Estavam há poucos minutos em palco, no Castelo de Sines, às primeiras horas de sexta-feira, quando os gritos pela libertação da Palestina as obrigaram a interromper a atuação. Manifestamente incomodadas, perderam uns minutos a tentar pôr água na fervura. Primeiro sem grande sucesso, à semelhança da resolução de um conflito que se arrasta há demasiado tempo. Depois, as vozes ativistas se foram dissipando, acedendo aos pedidos paz e amor, desenhados em corações com os dedos, imitados pelo público.

Porém, os ânimos não arrefeceram entre a assistência, argumentos esgrimidos entre os que não queriam perder a oportunidade de ter ali o que consideram ser representantes do Estado de Israel, ocupante da Palestina, e os que pediam aos primeiros para não interferirem com a música e os deixarem usufruir dela em paz.

Tenso e intenso, o concerto das irmãs Tair, Liron e Tagel Haim, netas de judeus árabes que migraram do Iémen para o então recém-formado Estado de Israel, baseou-se no disco de estreia, "Habib Galbi", um fenómeno de sucesso da música do Médio Oriente.

“É uma bênção, chegarmos a sítios onde não podemos ir. A música pode voar até lá”, realçaram as irmãs, em viagem por Europa e Estados Unidos neste verão, em entrevista à Lusa, antes do concerto em Sines.

“Israel é um país de imigrantes, com muita gente do Iémen, de Marrocos, da Europa, dos Estados Unidos. Não é assim tão estranho, mas sabemos que pode parecer uma conjugação especial”, reconhecem.

“Para nós é natural, usamos muitas identidades e isso é lindo. Convocamos as pessoas para se sentirem confortáveis na sua própria pele, com todas as suas identidades. Somos mulheres, irmãs, músicas, iemenitas, israelitas, é normal, é lindo ser colorido”, acrescentam, fazendo notar as suas vestes coloridas.

Israel “é uma zona de conflito, mas nós focamo-nos na arte”, relativizam. “Ninguém gosta [de viver num país militarizado], mas estamos mais ou menos habituadas e focamo-nos nas coisas boas, em espalhar amor e música”, explicam, contando que têm sido bem recebidas pelos públicos de países árabes. “Levamos esperança às pessoas e recebemos muita esperança e muito amor em troca”, acreditam, assumidamente otimistas.

Neste quadro artístico, a fé fica de fora. “A religião separa as pessoas e nós gostamos de unir as pessoas.

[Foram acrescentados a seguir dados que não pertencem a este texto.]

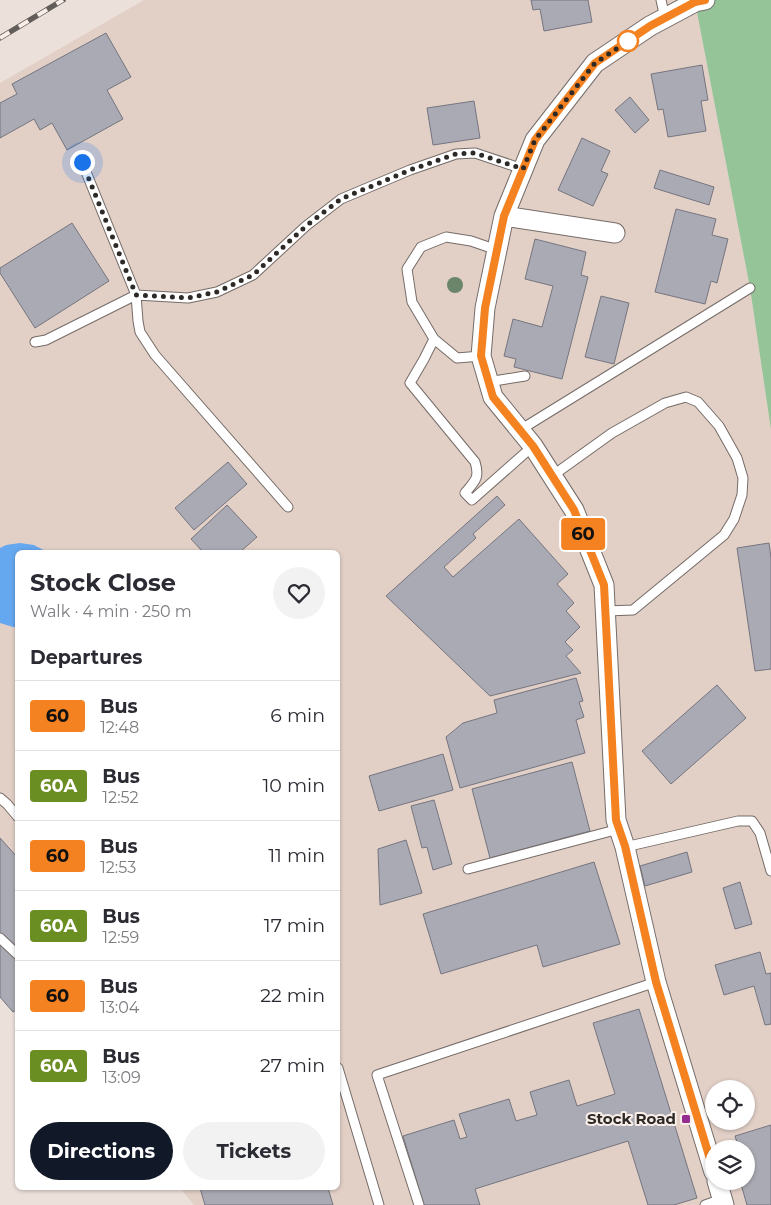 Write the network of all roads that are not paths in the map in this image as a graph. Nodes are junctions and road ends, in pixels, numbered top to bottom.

Deixamos a religião e as diferenças de lado”, frisam. “Acreditamos numa grande floresta a que chamamos deus, mas deus está em todo o lado e em todas as coisas. Só queremos ser capazes de contar histórias e convidar as pessoas para a A-WA experiência, não importa de onde venham”, resumem.

“A música é uma cura”, acreditam, empenhando-se numa “celebração em palco”, que mistura folclore tradicional iemenita com groove, electro e hip hop.

Fazem música feminina e, concordam, depois de pensarem um pouco, feminista também, antecipando que o segundo álbum, no qual estão já a trabalhar, será feito de “histórias originais iemenitas, contadas da perspetiva das mulheres”.